The problem is a ban is likely to have its own unintended consequences. Organizations do not pay ransoms because they wish to give money to criminals — they do so for very pragmatic reasons. Those pragmatic reasons will continue regardless of government requirements. Companies that haven’t paid ransoms before this legislation will continue their practice, not because of the law but because that is what they choose to do. 
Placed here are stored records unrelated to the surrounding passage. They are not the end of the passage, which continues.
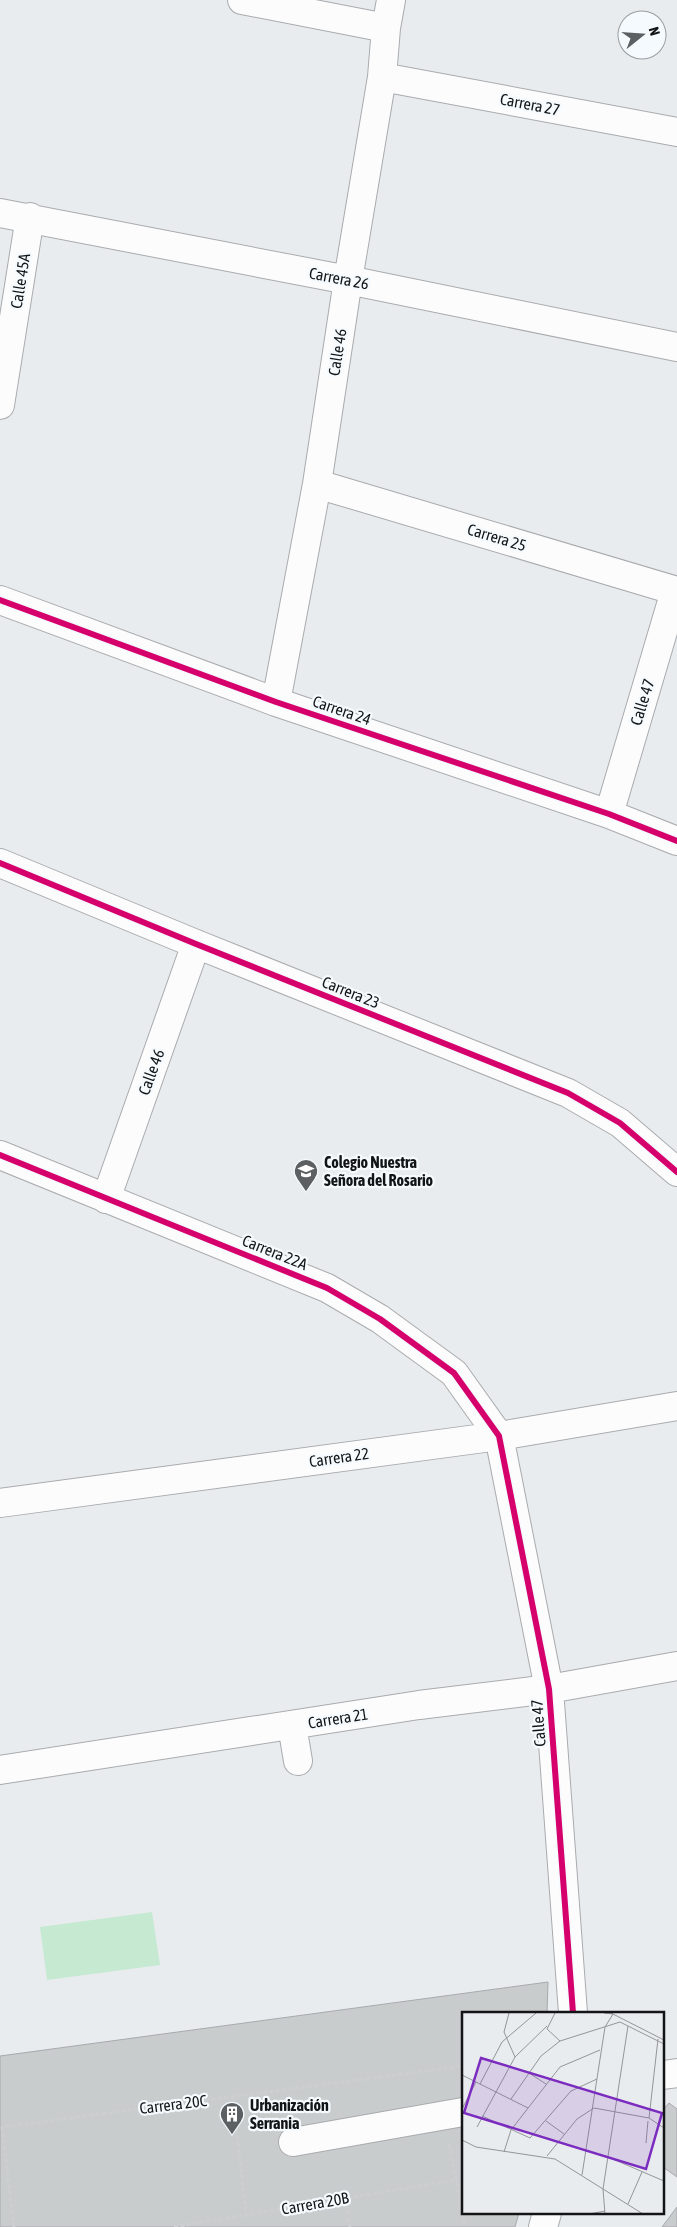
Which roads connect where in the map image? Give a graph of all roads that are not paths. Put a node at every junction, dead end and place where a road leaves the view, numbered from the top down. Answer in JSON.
{"nodes":[{"id":1,"x":242,"y":0,"type":"edge"},
{"id":2,"x":391,"y":0,"type":"edge"},
{"id":3,"x":386,"y":28,"type":"junction"},
{"id":4,"x":382,"y":77,"type":"junction"},
{"id":5,"x":677,"y":132,"type":"edge"},
{"id":6,"x":0,"y":213,"type":"edge"},
{"id":7,"x":30,"y":217,"type":"junction"},
{"id":8,"x":348,"y":280,"type":"junction"},
{"id":9,"x":677,"y":347,"type":"edge"},
{"id":10,"x":0,"y":405,"type":"edge"},
{"id":11,"x":317,"y":484,"type":"junction"},
{"id":12,"x":676,"y":591,"type":"edge"},
{"id":13,"x":0,"y":600,"type":"edge"},
{"id":14,"x":276,"y":702,"type":"junction"},
{"id":15,"x":609,"y":814,"type":"junction"},
{"id":16,"x":677,"y":841,"type":"edge"},
{"id":17,"x":0,"y":863,"type":"edge"},
{"id":18,"x":196,"y":944,"type":"junction"},
{"id":19,"x":0,"y":1155,"type":"edge"},
{"id":20,"x":677,"y":1172,"type":"edge"},
{"id":21,"x":106,"y":1199,"type":"junction"},
{"id":22,"x":677,"y":1406,"type":"edge"},
{"id":23,"x":499,"y":1436,"type":"junction"},
{"id":24,"x":0,"y":1503,"type":"edge"},
{"id":25,"x":677,"y":1666,"type":"edge"},
{"id":26,"x":549,"y":1689,"type":"junction"},
{"id":27,"x":292,"y":1725,"type":"junction"},
{"id":28,"x":298,"y":1761,"type":"dead end"},
{"id":29,"x":0,"y":1770,"type":"edge"},
{"id":30,"x":0,"y":1777,"type":"edge"},
{"id":31,"x":573,"y":2012,"type":"edge"},
{"id":32,"x":677,"y":2073,"type":"edge"},
{"id":33,"x":664,"y":2076,"type":"edge"},
{"id":34,"x":453,"y":2114,"type":"edge"},
{"id":35,"x":292,"y":2142,"type":"dead end"},
{"id":36,"x":546,"y":2214,"type":"edge"},
{"id":37,"x":543,"y":2227,"type":"edge"}],
"edges":[{"from":1,"to":3,"type":"street"},
{"from":2,"to":3,"type":"street","name":"Calle 46"},
{"from":3,"to":4,"type":"street","name":"Calle 46"},
{"from":4,"to":5,"type":"street","name":"Carrera 27"},
{"from":4,"to":8,"type":"street","name":"Calle 46"},
{"from":6,"to":7,"type":"street","name":"Carrera 26"},
{"from":7,"to":8,"type":"street","name":"Carrera 26"},
{"from":7,"to":10,"type":"street","name":"Calle 45A"},
{"from":8,"to":9,"type":"street","name":"Carrera 26"},
{"from":8,"to":11,"type":"street","name":"Calle 46"},
{"from":11,"to":12,"type":"street","name":"Carrera 25"},
{"from":11,"to":14,"type":"street","name":"Calle 46"},
{"from":12,"to":15,"type":"street","name":"Calle 47"},
{"from":13,"to":14,"type":"street","name":"Carrera 24"},
{"from":14,"to":15,"type":"street","name":"Carrera 24"},
{"from":15,"to":16,"type":"street","name":"Carrera 24"},
{"from":17,"to":18,"type":"street","name":"Carrera 23"},
{"from":18,"to":20,"type":"street","name":"Carrera 23"},
{"from":18,"to":21,"type":"street","name":"Calle 46"},
{"from":19,"to":21,"type":"street","name":"Carrera 22A"},
{"from":21,"to":23,"type":"street","name":"Carrera 22A"},
{"from":22,"to":23,"type":"street","name":"Carrera 22"},
{"from":23,"to":24,"type":"street","name":"Carrera 22"},
{"from":23,"to":26,"type":"street","name":"Calle 47"},
{"from":25,"to":26,"type":"street","name":"Carrera 21"},
{"from":26,"to":27,"type":"street","name":"Carrera 21"},
{"from":26,"to":31,"type":"street","name":"Calle 47"},
{"from":27,"to":28,"type":"street"},
{"from":27,"to":29,"type":"street","name":"Carrera 21"},
{"from":29,"to":30,"type":"street"},
{"from":32,"to":33,"type":"street"},
{"from":34,"to":35,"type":"street"},
{"from":36,"to":37,"type":"street"}]}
But companies that would have paid ransoms are now left between a rock and a hard place. “The reality is that many organizations have historically chosen to pay ransoms out of a pragmatic desire to resume operations quickly while minimizing costs,” comments James Neilson, SVP International at OPSWAT. “The new measures therefore risk criminalizing such victims while they are dealing with an attack or leaving them compliant but facing long-term disruption or denial of operations at significant cost. That’s an uncomfortable position for organizations to be in.”
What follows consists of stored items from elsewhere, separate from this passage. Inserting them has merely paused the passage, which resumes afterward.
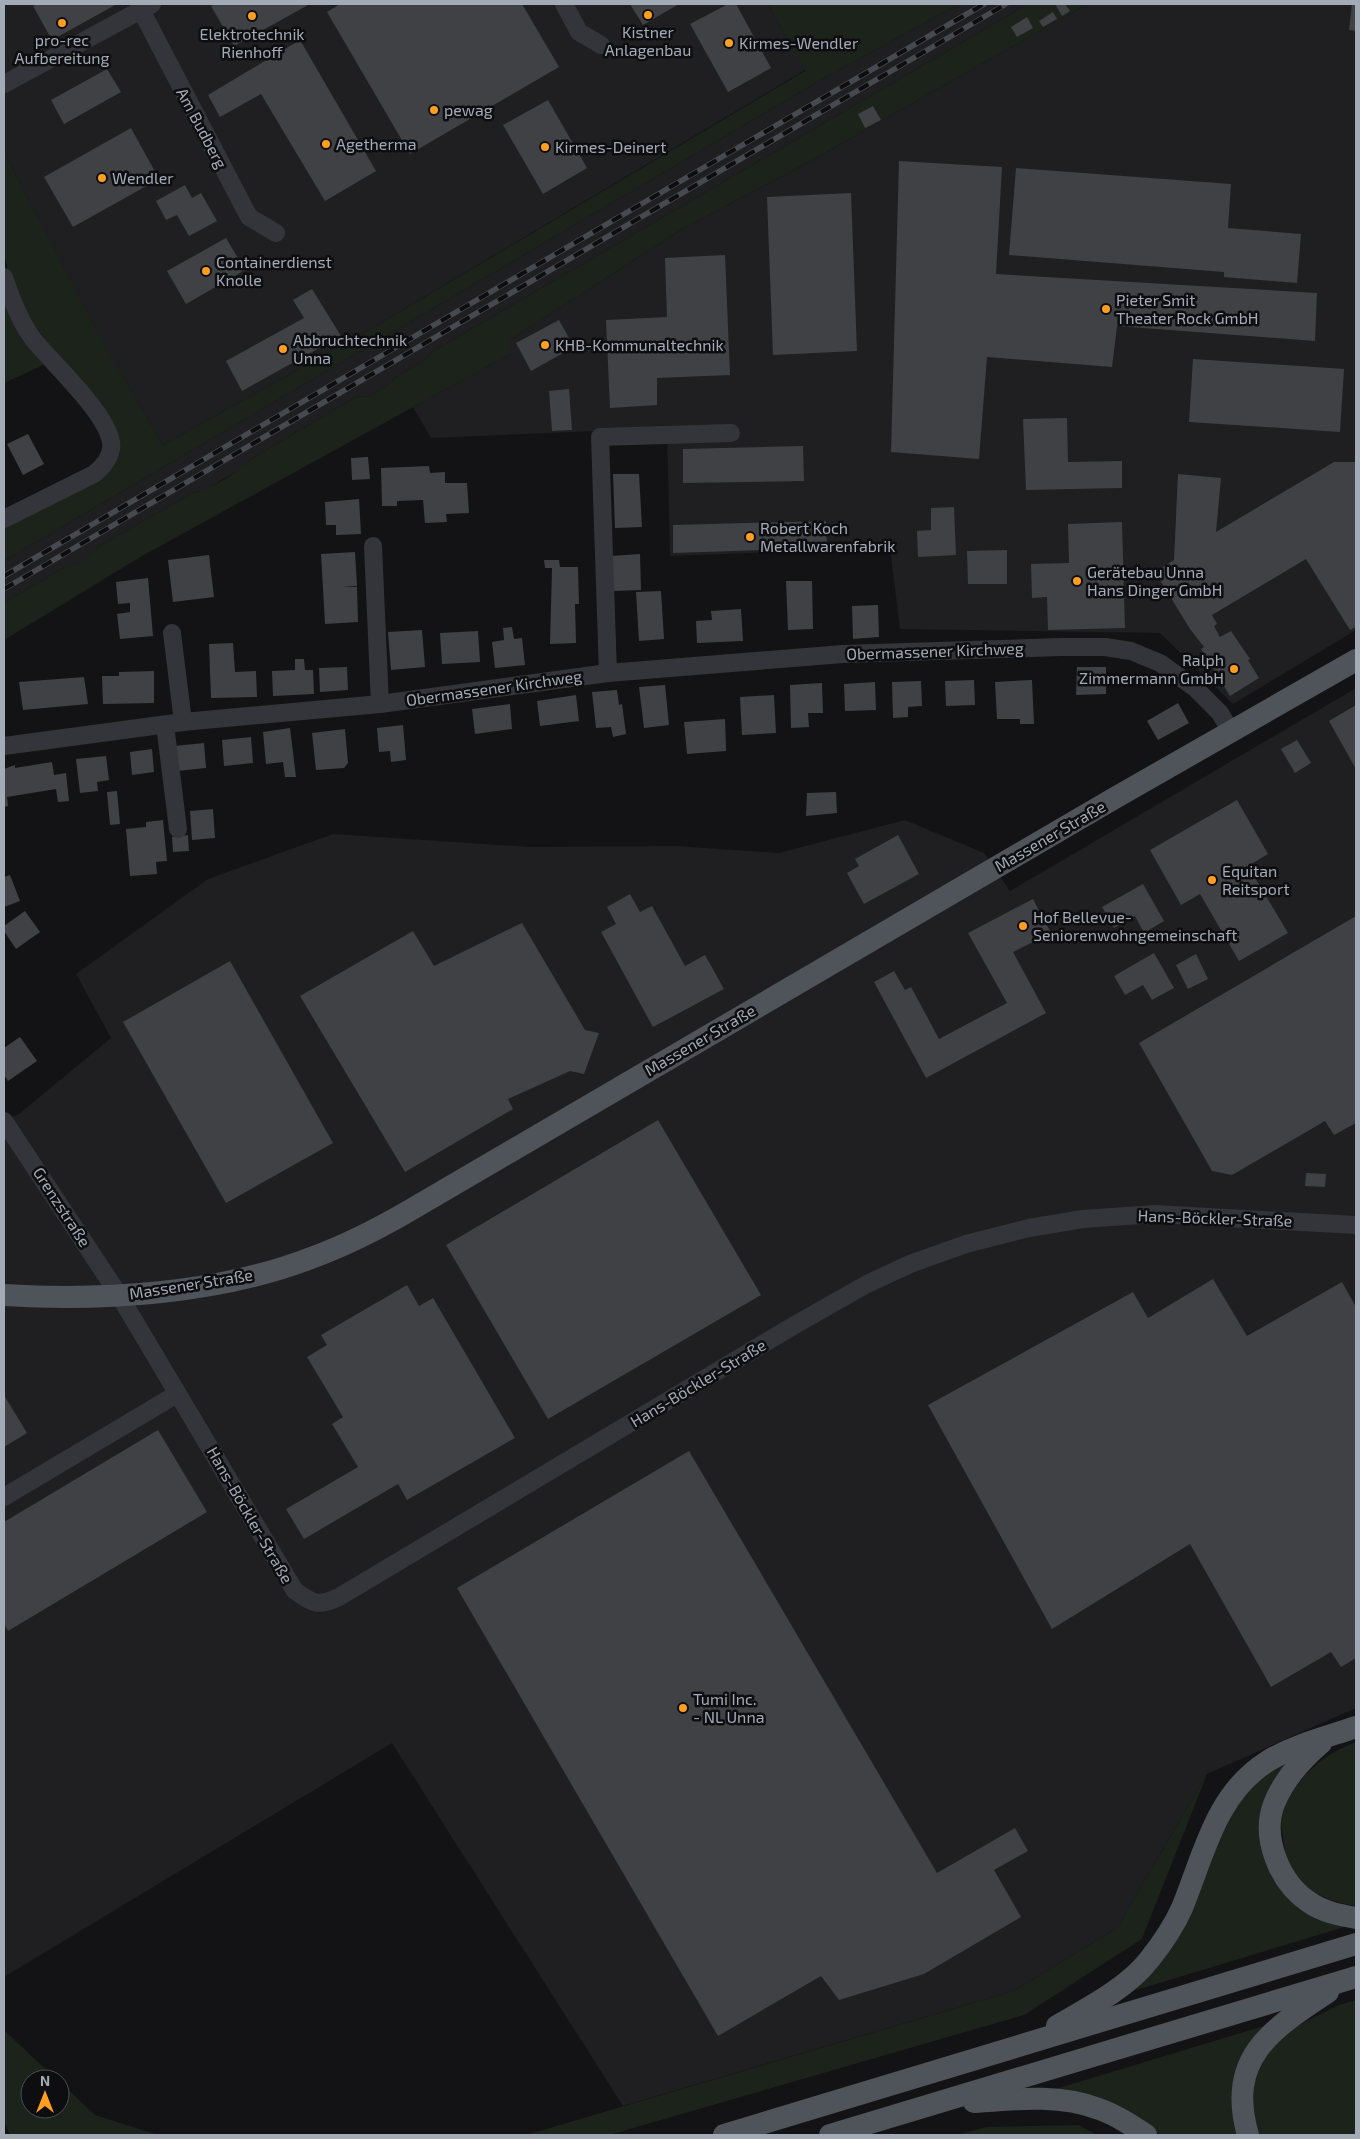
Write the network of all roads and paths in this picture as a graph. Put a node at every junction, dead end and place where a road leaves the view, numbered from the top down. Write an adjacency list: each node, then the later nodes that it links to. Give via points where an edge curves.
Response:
1 (564, 4): 3 (street, via 579,32)
2 (146, 7): 4 (street); 5 (street, Am Budberg, via 249,217)
3 (601, 45)
4 (4, 84)
5 (276, 233)
6 (4, 277): 8 (street, via 20,320 95,412 111,440 103,466 94,474)
7 (731, 433): 12 (street, via 600,437)
8 (4, 519)
9 (372, 546): 13 (street)
10 (172, 633): 14 (street)
11 (1356, 660): 16 (main road, Massener Straße)
12 (608, 672): 13 (street, Obermassener Kirchweg); 16 (street, Obermassener Kirchweg, via 843,654 1105,647 1131,651 1160,663 1195,688 1220,714)
13 (380, 704): 14 (street, Obermassener Kirchweg)
14 (183, 722): 15 (street, Obermassener Kirchweg)
15 (165, 725): 17 (street, Obermassener Kirchweg); 18 (street)
16 (1231, 732): 22 (main road, Massener Straße, via 381,1227 310,1259 271,1271 223,1282)
17 (4, 746)
18 (178, 829)
19 (4, 1121): 22 (street, Grenzstraße)
20 (1356, 1225): 23 (street, Hans-Böckler-Straße, via 1137,1214 1084,1219 997,1235 910,1264 793,1326 324,1604 312,1603 295,1592)
21 (4, 1295): 22 (main road, Massener Straße)
22 (119, 1295): 23 (street, Hans-Böckler-Straße)
23 (177, 1394): 24 (street)
24 (4, 1497)
25 (1356, 1727): 26 (main road)
26 (1329, 1736): 27 (main road, via 1305,1757 1284,1783 1274,1805 1270,1827 1279,1866 1293,1889 1310,1903 1333,1914); 30 (main road, via 1267,1761 1231,1795 1214,1822 1181,1910 1148,1961 1126,1982 1079,2013)
27 (1356, 1918)
28 (1356, 1944): 30 (main road)
29 (1352, 1979): 31 (main road); 35 (main road, via 1274,2031 1251,2058 1244,2074 1242,2097)
30 (1014, 2047): 32 (main road)
31 (930, 2105): 33 (main road); 34 (main road, via 1017,2099 1074,2102 1098,2108)
32 (724, 2135)
33 (830, 2135)
34 (1146, 2135)
35 (1248, 2135)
The need to pay the ransom is not affected by the illegality of doing so. Some organizations will double down on finding loopholes in the law or hidden ways of paying off criminals to protect their business — morally if not actually themselves becoming criminals in the process.

Even if the law’s intention is successful, the likely effect would simply divert criminal attention toward the less regulated areas of business while not preventing attacks on CNI from nation state (and probably more elite) attack groups. “Ransomware attackers are not going away, but they may redirect their focus,” warns Neilson.
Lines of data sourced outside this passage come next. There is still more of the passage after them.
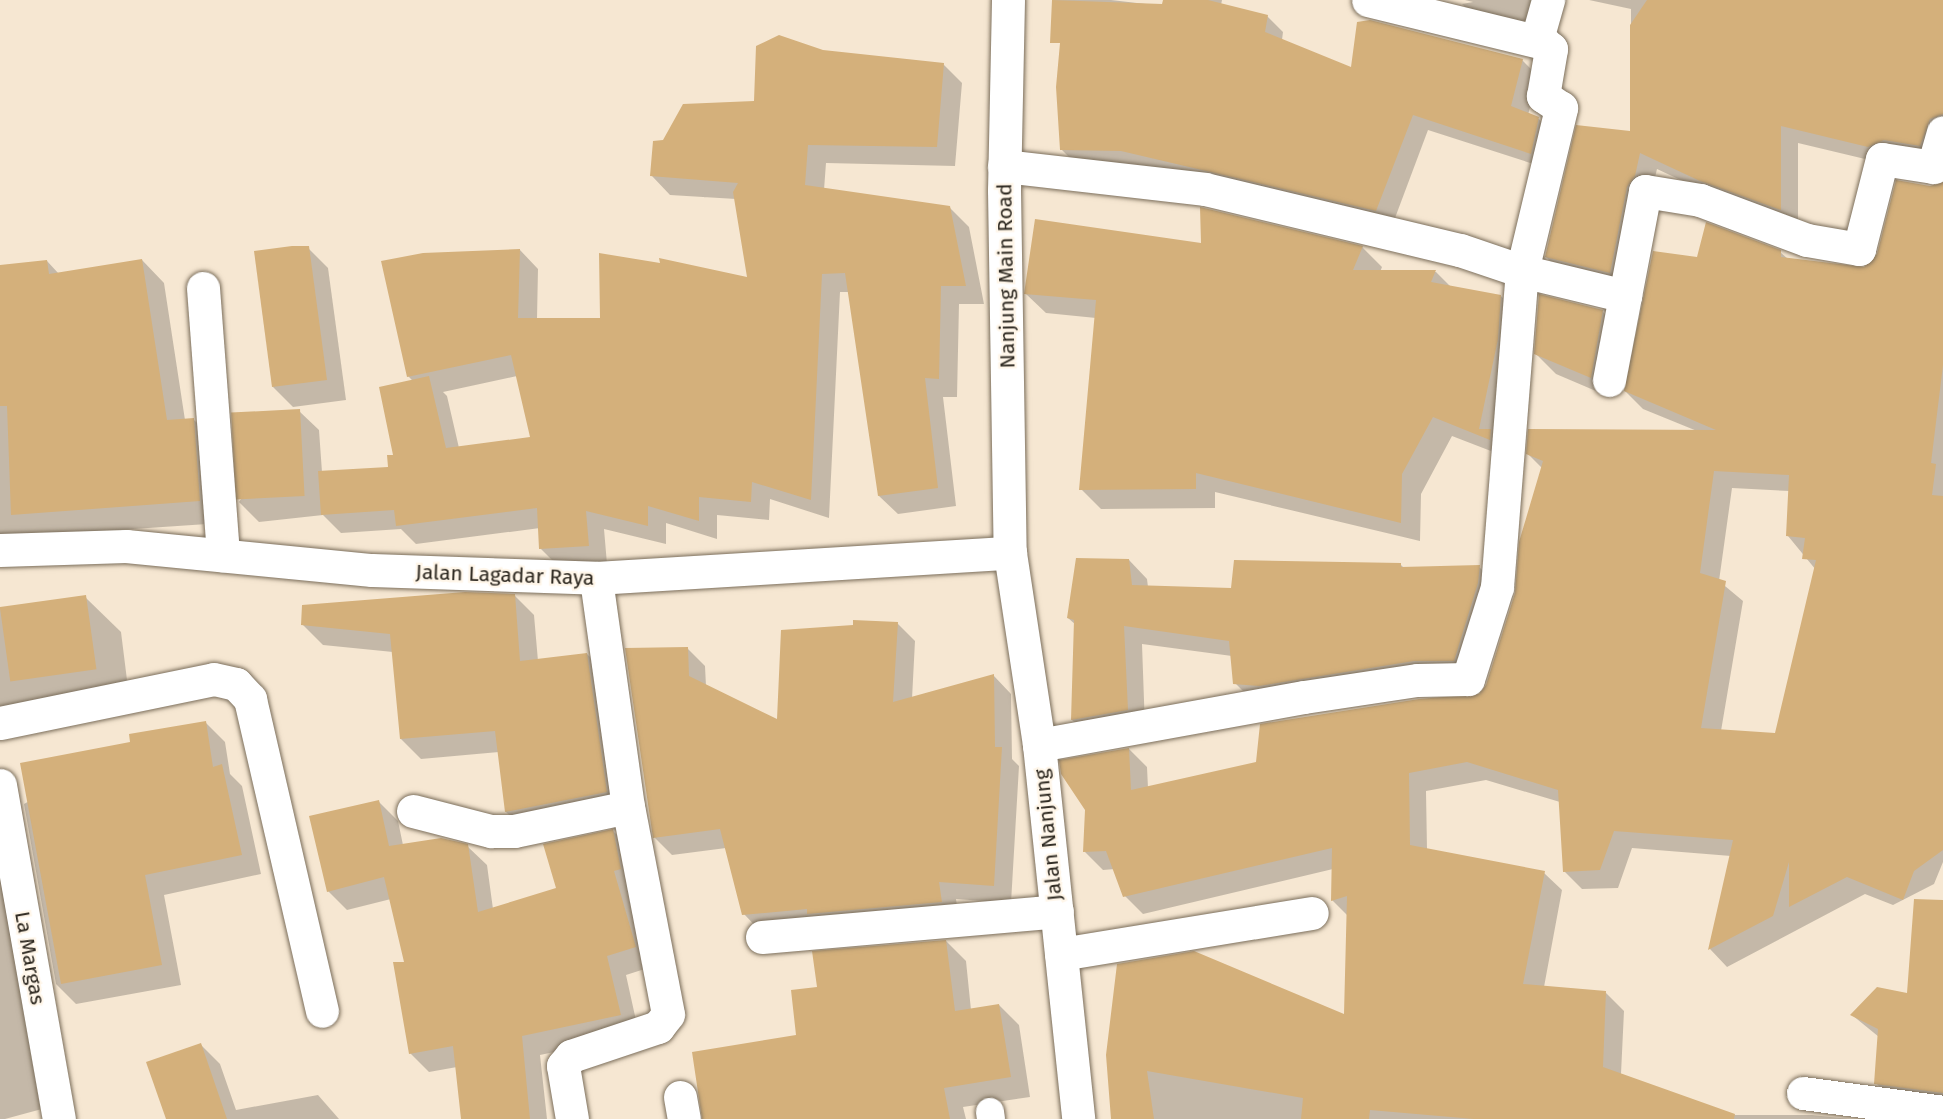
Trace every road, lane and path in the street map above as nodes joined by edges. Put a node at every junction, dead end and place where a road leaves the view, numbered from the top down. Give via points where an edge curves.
1 (1008, 0) edge
2 (1368, 0) edge
3 (1548, 0) edge
4 (1537, 39) junction
5 (1943, 132) edge
6 (1004, 166) junction
7 (1522, 271) junction
8 (202, 288) dead end
9 (1625, 296) junction
10 (1609, 380) dead end
11 (0, 550) edge
12 (1010, 553) junction
13 (223, 555) junction
14 (596, 579) junction
15 (0, 723) edge
16 (1039, 745) junction
17 (0, 785) edge
18 (628, 807) junction
19 (414, 812) dead end
20 (1057, 911) junction
21 (1312, 913) dead end
22 (762, 937) dead end
23 (1061, 954) junction
24 (322, 1011) dead end
25 (1803, 1093) dead end
26 (1943, 1112) edge
27 (1899, 1114) edge
28 (59, 1119) edge
29 (572, 1119) edge
30 (1078, 1119) edge

1 - 6 street, Nanjung Main Road
2 - 4 street
3 - 4 street
4 - 7 street via 1551,50 1543,96 1561,108
5 - 9 street via 1933,167 1882,159 1859,249 1807,240 1700,200 1645,191
6 - 7 street via 1205,189 1460,250
6 - 12 street, Nanjung Main Road
7 - 9 street
7 - 16 street via 1497,587 1468,679 1417,680 1304,697
8 - 13 street
9 - 10 street
11 - 13 street, Jalan Lagadar Raya via 126,546
12 - 14 street, Jalan Lagadar Raya
12 - 16 street, Jalan Nanjung
13 - 14 street, Jalan Lagadar Raya via 439,574
14 - 18 street
15 - 24 street via 214,680 236,684 250,699
16 - 20 street, Jalan Nanjung
17 - 28 street, La Margas
18 - 19 street via 514,831 491,831
18 - 29 street via 668,1014 658,1027 571,1056 563,1066
20 - 22 street
20 - 23 street, Jalan Nanjung
21 - 23 street
23 - 30 street, Jalan Nanjung
25 - 27 street
26 - 27 street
The ransomware threat is like a pack of cards comprising many individual influences. Legal regulation of the response to these cards may shuffle the pack, but it does not eliminate any of the cards. The only way to change the pack is to add new cards rather than shuffle the existing pack.

This is hard. “If the government wants to talk the talk, it must also walk the walk,” suggests Trevor Dearing, “It therefore needs to ensure that organizations are ready for when an attack strikes. That means having necessary backups and ensuring all organizations have solid recovery plans and risk assessments which are kept up to date.”

This is still just shuffling the pack. Cybersecurity solutions have never worked. Security is like a sieve. There are always gaps somewhere. Attackers are fluid and will always find a hole.

One option would be to provide additional financial resources to victims that do not pay – it would be like insurance without the insurance industry but with the government backstop that insurers have asked for but failed to get. That is almost certainly politically impossible.

The sum total of all moving parts in the ransomware problem suggests that ultimately businesses should be left to do the best they can without the government interference that effectively just muddies the waters. A ban is just political flag waving.

“While banning organizations from providing ransomware payouts sounds good in theory, it is a disaster in practice,” says Forrester’s principal analyst Allie Mellen.“If an organisation is paying a ransom, it is because they have no other option, not because they want to… To ban it outright is unrealistic and detrimental to the organizations they look to protect.”